Return for Regrooving

I am employed as a design professor at NSCAD, a small visual arts university in Halifax, a city that hangs off the edge of eastern North America. The global economic downturn has disrupted, to say the least, many of our dreams and aspirations. In education, this means that belts need to tighten because some schools were using stock market investment income to cover operating budgets. NSCAD University, as a public institution that had not kept up with endowment giving, did not fall into this trap. Our problem is that the construction (and shortcuts taken at that time) of the Port Campus several years ago has resulted in a serious budget shortfall.

In April, our President, David P. Smith, established an ad hoc “task force” to look at ways the university could save money with as little impact as possible upon the student experience.
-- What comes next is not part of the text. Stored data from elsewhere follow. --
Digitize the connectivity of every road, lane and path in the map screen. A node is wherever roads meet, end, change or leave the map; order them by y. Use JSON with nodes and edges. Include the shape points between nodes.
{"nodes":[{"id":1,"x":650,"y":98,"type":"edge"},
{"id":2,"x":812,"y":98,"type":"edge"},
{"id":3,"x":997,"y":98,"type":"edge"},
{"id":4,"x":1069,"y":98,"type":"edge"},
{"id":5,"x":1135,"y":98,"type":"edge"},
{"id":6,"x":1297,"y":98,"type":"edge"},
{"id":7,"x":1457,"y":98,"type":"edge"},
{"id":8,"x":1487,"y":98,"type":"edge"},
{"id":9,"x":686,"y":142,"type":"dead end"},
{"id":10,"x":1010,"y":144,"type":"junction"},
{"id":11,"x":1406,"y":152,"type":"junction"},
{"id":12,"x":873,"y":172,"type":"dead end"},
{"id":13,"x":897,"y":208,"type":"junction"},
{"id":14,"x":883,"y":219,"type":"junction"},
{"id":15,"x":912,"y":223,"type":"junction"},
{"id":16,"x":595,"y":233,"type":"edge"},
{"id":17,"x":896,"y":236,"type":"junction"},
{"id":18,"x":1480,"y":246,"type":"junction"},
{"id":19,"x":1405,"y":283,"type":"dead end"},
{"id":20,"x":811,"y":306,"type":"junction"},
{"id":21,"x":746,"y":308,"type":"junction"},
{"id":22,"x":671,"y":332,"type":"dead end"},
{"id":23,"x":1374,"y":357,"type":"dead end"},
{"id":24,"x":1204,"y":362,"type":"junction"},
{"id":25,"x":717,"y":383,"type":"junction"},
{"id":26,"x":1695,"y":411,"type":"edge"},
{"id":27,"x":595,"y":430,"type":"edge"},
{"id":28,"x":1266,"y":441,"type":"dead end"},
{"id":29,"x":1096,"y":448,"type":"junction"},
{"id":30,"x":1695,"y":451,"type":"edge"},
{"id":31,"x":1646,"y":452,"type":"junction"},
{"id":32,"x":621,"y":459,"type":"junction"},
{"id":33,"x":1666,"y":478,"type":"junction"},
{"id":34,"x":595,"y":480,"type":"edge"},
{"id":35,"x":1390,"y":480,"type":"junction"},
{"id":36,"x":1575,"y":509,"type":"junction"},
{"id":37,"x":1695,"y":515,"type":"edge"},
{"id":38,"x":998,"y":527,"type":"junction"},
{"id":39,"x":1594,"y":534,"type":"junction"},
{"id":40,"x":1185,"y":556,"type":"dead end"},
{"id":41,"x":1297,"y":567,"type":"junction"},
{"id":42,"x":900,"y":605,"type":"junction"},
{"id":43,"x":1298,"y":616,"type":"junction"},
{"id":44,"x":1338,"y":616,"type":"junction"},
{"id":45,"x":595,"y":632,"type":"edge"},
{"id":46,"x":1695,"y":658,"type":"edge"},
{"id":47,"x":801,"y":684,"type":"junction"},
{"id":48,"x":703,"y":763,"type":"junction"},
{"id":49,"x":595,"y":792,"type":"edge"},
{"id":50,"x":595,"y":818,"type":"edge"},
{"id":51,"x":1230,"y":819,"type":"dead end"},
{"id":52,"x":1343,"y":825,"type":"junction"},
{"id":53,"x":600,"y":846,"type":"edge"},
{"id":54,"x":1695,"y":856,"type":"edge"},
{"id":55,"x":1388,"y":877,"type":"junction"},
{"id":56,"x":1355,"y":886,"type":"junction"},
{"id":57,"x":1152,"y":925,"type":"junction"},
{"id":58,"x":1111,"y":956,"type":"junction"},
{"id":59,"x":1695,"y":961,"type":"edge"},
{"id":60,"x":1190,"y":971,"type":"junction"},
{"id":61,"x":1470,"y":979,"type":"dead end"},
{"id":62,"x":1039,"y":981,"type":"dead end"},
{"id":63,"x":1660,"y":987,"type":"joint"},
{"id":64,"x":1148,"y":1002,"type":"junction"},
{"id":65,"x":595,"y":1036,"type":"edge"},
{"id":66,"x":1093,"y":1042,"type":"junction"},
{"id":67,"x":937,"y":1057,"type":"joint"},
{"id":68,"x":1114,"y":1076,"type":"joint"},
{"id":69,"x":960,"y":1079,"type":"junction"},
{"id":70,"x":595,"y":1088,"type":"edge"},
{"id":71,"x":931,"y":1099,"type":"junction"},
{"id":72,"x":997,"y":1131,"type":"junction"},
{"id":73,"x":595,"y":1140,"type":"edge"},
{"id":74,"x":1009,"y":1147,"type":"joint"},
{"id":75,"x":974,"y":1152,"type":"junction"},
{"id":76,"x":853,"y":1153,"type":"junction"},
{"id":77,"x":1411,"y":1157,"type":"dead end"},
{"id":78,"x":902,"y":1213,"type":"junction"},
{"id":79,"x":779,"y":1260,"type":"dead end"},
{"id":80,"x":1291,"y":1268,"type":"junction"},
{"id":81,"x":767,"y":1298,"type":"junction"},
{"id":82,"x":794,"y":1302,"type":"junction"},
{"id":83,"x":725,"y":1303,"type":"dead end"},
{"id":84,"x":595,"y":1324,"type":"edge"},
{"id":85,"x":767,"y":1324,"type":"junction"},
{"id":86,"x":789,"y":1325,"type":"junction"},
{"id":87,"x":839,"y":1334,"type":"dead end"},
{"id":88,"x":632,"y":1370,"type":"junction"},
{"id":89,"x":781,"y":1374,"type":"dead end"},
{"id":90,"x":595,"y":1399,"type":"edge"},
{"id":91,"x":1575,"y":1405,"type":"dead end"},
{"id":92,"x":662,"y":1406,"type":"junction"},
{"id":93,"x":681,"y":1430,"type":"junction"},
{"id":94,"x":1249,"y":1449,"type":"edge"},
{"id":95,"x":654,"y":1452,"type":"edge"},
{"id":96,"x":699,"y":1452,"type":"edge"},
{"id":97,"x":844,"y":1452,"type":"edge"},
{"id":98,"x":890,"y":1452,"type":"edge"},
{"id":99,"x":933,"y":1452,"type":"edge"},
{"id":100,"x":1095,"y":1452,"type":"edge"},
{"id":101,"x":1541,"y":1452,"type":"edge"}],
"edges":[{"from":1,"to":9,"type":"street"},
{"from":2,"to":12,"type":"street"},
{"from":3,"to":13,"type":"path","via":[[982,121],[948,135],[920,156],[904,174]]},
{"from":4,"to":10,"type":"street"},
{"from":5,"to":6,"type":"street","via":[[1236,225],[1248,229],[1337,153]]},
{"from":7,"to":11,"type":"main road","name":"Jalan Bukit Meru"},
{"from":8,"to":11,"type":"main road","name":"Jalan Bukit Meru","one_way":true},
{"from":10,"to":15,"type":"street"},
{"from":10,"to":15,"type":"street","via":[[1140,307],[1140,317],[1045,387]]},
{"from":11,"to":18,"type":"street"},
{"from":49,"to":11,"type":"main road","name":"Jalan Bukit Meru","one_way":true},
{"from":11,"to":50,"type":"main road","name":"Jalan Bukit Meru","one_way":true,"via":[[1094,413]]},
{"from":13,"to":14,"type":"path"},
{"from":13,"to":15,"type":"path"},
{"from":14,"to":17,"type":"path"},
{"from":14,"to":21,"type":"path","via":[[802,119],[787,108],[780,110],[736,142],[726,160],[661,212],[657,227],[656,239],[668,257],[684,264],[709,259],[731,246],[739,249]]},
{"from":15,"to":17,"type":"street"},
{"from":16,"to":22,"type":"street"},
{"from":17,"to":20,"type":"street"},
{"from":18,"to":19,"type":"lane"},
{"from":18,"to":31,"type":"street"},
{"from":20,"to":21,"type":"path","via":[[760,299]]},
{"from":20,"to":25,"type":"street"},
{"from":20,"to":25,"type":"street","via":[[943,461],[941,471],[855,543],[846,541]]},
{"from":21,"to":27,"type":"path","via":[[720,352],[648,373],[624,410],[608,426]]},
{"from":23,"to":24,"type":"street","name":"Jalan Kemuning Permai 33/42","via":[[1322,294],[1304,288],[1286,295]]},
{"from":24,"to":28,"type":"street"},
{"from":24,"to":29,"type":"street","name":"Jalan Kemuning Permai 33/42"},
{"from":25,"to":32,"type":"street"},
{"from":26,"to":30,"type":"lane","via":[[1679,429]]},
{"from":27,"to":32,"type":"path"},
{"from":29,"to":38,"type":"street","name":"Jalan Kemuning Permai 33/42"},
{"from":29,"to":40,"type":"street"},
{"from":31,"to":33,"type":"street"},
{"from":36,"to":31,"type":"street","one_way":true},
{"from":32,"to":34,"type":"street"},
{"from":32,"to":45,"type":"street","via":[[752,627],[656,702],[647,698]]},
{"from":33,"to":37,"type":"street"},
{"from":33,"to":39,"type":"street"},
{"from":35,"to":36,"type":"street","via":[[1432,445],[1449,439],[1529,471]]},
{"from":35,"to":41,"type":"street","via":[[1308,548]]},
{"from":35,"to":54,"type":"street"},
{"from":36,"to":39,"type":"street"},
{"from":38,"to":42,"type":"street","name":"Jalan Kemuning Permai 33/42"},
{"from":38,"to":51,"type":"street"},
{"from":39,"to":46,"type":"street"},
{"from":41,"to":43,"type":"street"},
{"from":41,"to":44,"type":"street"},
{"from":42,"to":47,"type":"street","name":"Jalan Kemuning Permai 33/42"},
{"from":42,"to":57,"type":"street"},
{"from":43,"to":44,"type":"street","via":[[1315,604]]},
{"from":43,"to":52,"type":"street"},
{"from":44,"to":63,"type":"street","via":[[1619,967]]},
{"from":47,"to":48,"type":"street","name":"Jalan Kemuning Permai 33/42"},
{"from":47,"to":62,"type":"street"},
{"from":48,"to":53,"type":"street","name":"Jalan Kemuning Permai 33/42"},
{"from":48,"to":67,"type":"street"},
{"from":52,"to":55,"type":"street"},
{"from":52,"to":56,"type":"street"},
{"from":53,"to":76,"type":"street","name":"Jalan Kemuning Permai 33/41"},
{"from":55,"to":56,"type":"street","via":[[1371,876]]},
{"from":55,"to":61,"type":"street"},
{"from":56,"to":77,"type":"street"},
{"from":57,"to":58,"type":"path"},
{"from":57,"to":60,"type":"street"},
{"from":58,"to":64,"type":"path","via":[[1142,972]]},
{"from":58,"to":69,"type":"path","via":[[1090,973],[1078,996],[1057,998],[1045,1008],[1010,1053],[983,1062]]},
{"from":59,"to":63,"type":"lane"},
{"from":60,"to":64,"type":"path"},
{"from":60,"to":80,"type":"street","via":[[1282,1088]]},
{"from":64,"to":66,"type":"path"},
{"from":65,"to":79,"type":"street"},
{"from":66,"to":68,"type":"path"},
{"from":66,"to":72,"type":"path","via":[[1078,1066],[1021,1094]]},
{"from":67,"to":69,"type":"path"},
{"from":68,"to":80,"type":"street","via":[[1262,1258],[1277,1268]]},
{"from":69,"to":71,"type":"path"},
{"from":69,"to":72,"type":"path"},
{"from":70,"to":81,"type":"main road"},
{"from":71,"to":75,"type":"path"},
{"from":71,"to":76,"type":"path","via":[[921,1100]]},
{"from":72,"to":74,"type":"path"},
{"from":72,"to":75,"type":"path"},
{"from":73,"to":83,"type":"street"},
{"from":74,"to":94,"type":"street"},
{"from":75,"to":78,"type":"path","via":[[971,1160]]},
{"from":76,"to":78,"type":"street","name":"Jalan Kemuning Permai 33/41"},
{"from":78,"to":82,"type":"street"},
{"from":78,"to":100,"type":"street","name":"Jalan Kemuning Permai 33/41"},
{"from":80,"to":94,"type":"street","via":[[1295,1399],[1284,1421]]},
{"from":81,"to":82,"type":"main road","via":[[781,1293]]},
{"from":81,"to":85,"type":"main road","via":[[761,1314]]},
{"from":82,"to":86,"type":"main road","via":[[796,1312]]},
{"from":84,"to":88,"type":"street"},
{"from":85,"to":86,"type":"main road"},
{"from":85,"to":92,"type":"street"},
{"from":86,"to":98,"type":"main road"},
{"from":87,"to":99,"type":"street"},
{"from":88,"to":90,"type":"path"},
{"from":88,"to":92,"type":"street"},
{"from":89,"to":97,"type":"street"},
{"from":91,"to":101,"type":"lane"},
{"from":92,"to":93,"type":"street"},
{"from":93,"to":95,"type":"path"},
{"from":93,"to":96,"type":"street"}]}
I sat in the meetings and while many of the suggestions brought forward were good, and everyone understands the profound difficulties facing us, I could not help but wonder if how different our discussions would be if, instead of try to patch a system that has been running for 122 years (with all its patches, grafts and compromises), we were given a budget and a mandate to start fresh and build a school from scratch?
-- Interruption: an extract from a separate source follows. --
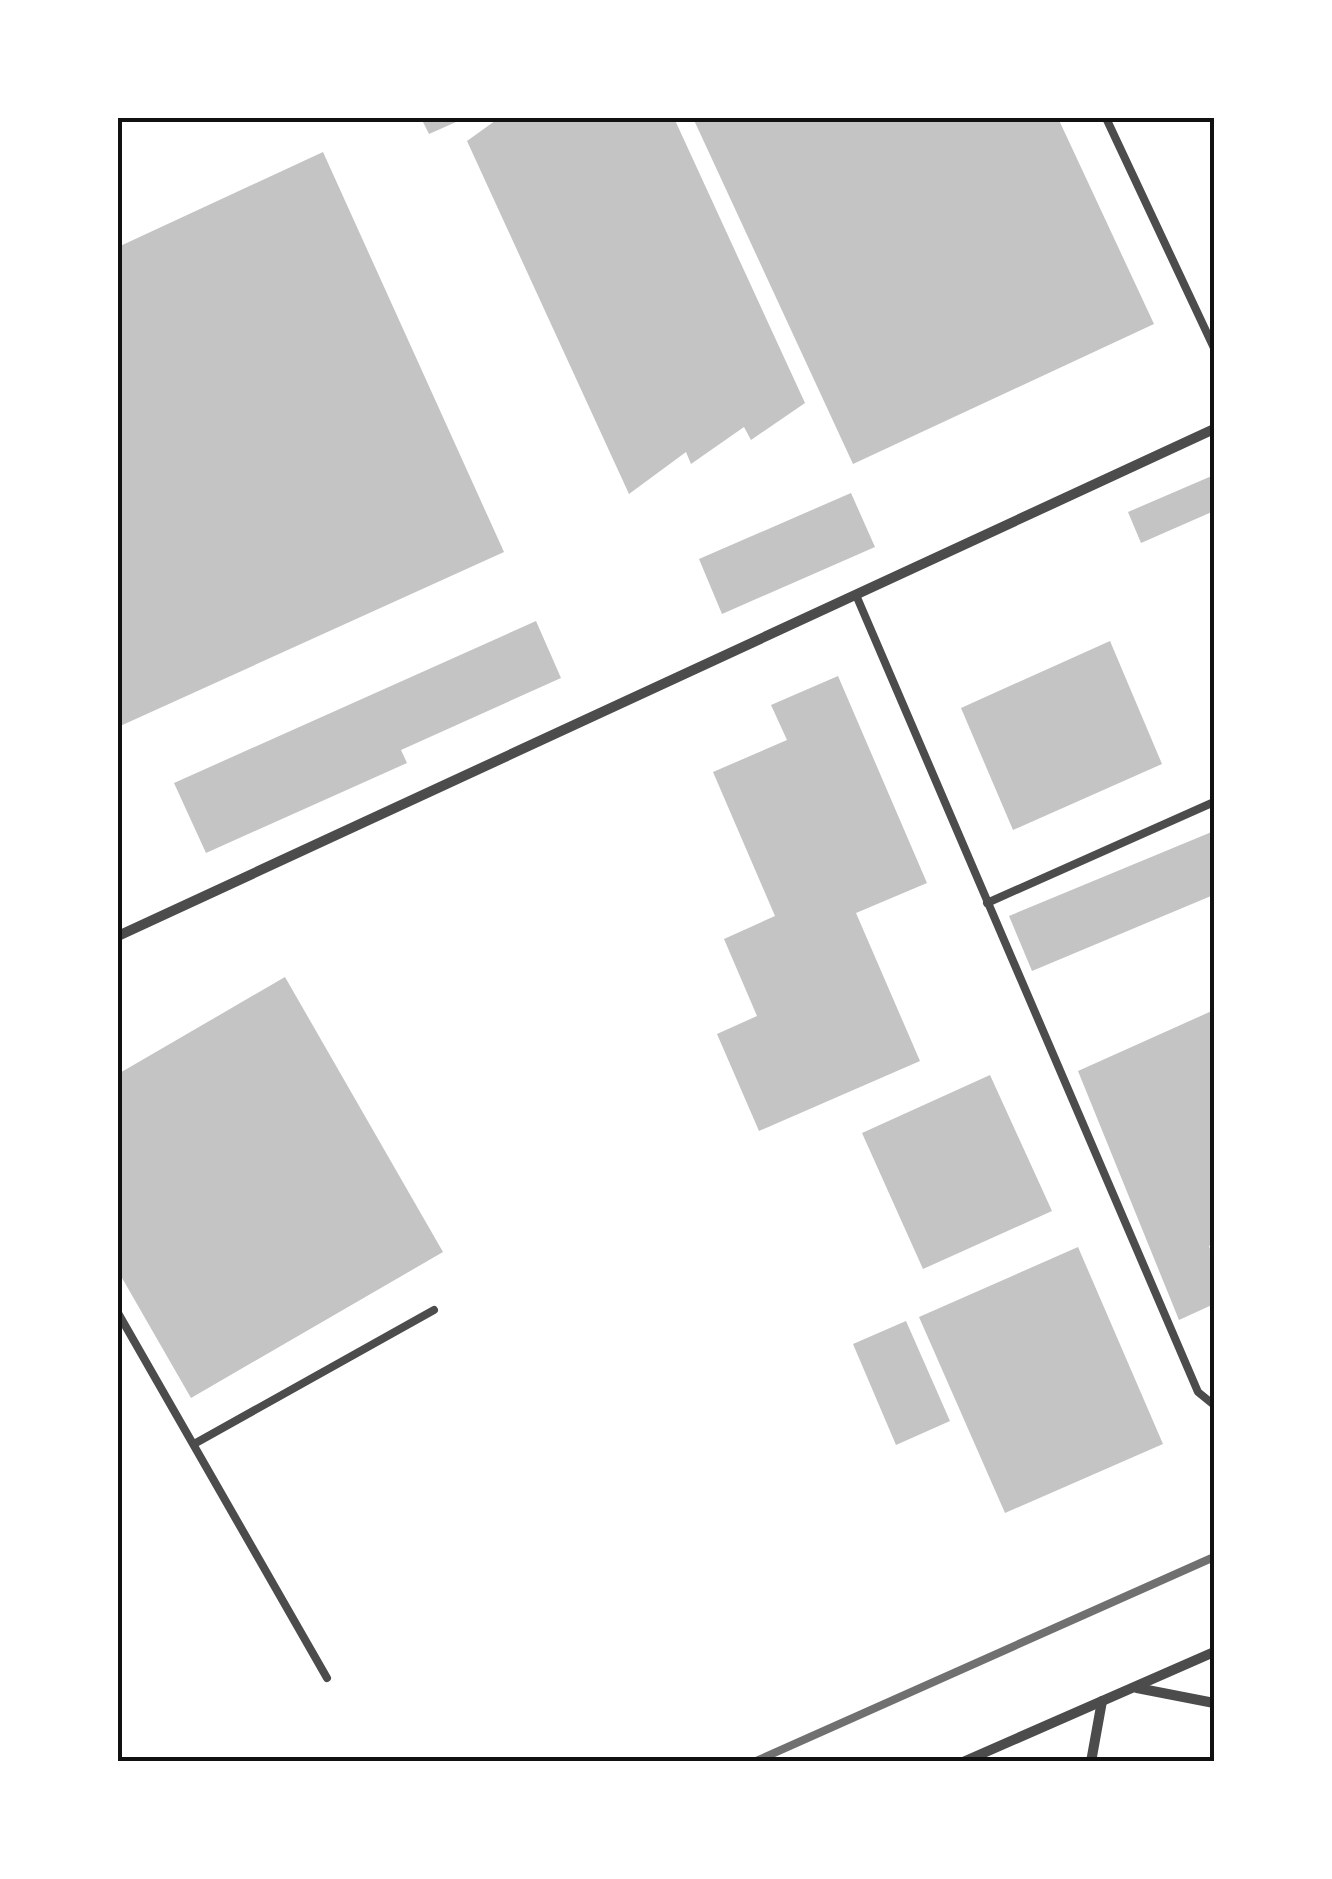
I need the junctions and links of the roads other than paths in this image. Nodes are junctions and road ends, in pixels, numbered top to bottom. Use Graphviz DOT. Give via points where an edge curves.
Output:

Shanghai Institute of Visual ArtsLast October, during my swing through China to promote NSCAD and our Master of Design program, I visited the Shanghai Institute of Visual Arts (SIVA), with the help of a recent MDes graduate, Feichen Wong. SIVA is a new university affiliated with Fudan University, one of China’s top ten schools. To establish the school, the central government gave Fudan about 60 million dollars for capital infrastructure. The result is three postmodern buildings in suburban Shanghai’s University Park. I met with Zhuang Liang Xiao, Executive Vice-President and Zhang Tong, Dean of School of Spatial and Industrial Design.

Prof. Zhang told me that he enjoyed having the opportunity to re-envision a new school; they tried to design the institution with fresh eyes and with a knowledge that graduates will be faced with 21st century challenges. SIVA is organized into a number of Colleges, Academies, Departments and Institutes: the College of Communication Design, a Digital Media Institute, the College of Space and Industrial Design, the Fashion Institute of Design, the Academy of Fine Arts, the Departments of Performing Arts and Fine Art, a Graphic Information Center, and a Management Training Center. I was not able to determine why one area was an “Institute” and the other an “Academy.”

I left SIVA with a sense of envy, and it made me wonder what it would be like to be given a blank sheet of paper: could I do better? Granted, it’s one thing to rebuild with a $60 million cheque in your pocket, compared to owing a million or more. And I do not for a moment think that the money given to my Chinese collegues is in any way unencumbered; I am not sure which is better, to be rich yet loaded down by thousands of years of educational practice that merits copying over originality, or as NSCAD is, impoverished yet embued with a tradition of spirit of creative optimism—perhaps NSCAD is better off in the long run?